My son aged 31 was diagnosed with ADEM April 2015
My son just did another chemo treatment today. He is physically very strong and responds well to the chemo treatment. The last MRI we did 2 weeks ago showed improvement with no new lesions on the brain. The large 5cm lesion on the brain has split into 3 so there are areas that have healed. The neurologist suggested chemo (Rituxan) . A blood screening revealed that his white blood cell count was elevated and to prevent another attack they suggested chemotherapy. They plan to check his blood levels every six months and do chemo to prevent another attack over a five year period.He is improving at a snails pace. He now remembers my four digit password on my phone. He was a chemistry major at university and has a profound understanding of the periodic table. His biggest issue besides some very unusual behavior is communication. He can read a word or a phrase but has a very low attention span. Normally just about 2 minutes or so.The neurologist is suggesting giving him some medication to improve his attention span. It is important for him to try and read everyday if we are to expect a full recovery.He sometimes cries and he does not know why. He is on the depression medication Cyprexa. I normally play music that he enjoyed and we dance when he cries and it helps to change his mood dramatically. I also periodically play music and ask him who the artist is. We then try and recall events that took place around when the music was released. We have listened to music every day since the ADEM attack and it seems to have helped his recovery. We watch documentaries in an effort to teach him, test his memory and ask questions. I also try and tech him about things that he was interest in mainly computers and science. He does about 20 000 steps a day - walking is key in the recovery process. Every time there is just the slightest improvement we are so elated. He is still at a cognitive rehab center and will be going for 3 days a week from this month. He started stringing sentences together this week and for the first time asked to telephone his best friend but told us he wanted to do this in private. He seems to understand more than he can communicate. The rehab center has diagnosed him with "Wernicke's Asphasia". The lesions on the left side is the cause of this condition. We also tell him everyday that he is healing everyday. It is important for patients to believe that they are getting better. (placebo effect)

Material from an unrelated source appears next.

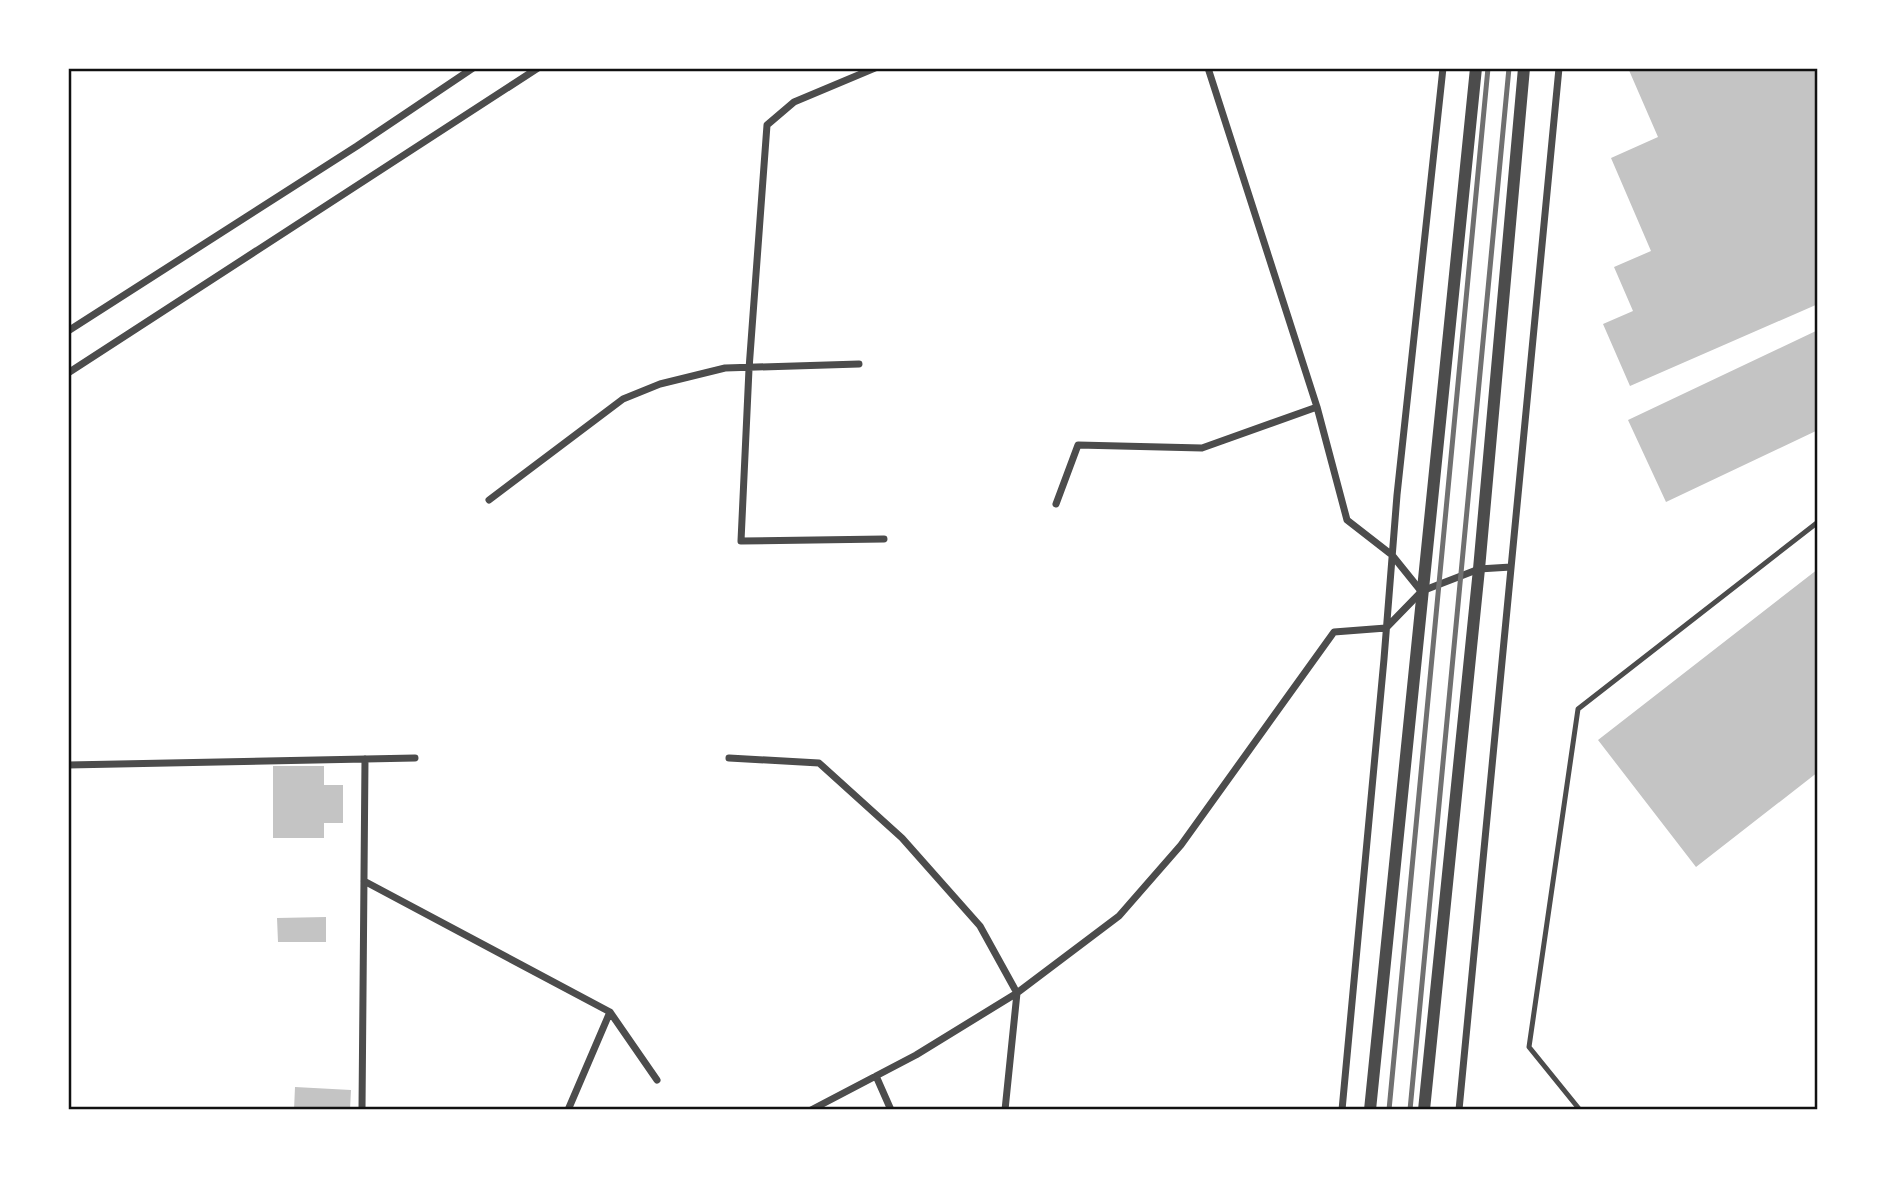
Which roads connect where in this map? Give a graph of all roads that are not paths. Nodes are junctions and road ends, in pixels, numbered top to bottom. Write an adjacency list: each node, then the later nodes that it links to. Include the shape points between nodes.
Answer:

Thanks to LauraK's advise we started the Biotin supplements two week's ago. The neurologist said there is no harm in using the supplements so we are giving him 10, 000 mcg daily. The neurologist suggest we try the highest dosage available. We are using Solgar a European brand because of their GMO standards. I am also starting blending vegetables and one fruit for sweetness to flood his system with as much nutrients as we can and will be trying a predominantly vegetarian diet. We are a long way from being 100% recovered and the healing process is slow but we do see slight improvements on a weekly basis. Every week is better than the last. I am enjoying this precious time with my son as he was always so independent. We have good and bad days and my life has changed considerably. But I am hopeful that it will be all worth it in the long run. I hope this information will be a source of comfort to anyone who has ADEM or that has a loved on diagnosed with ADEM.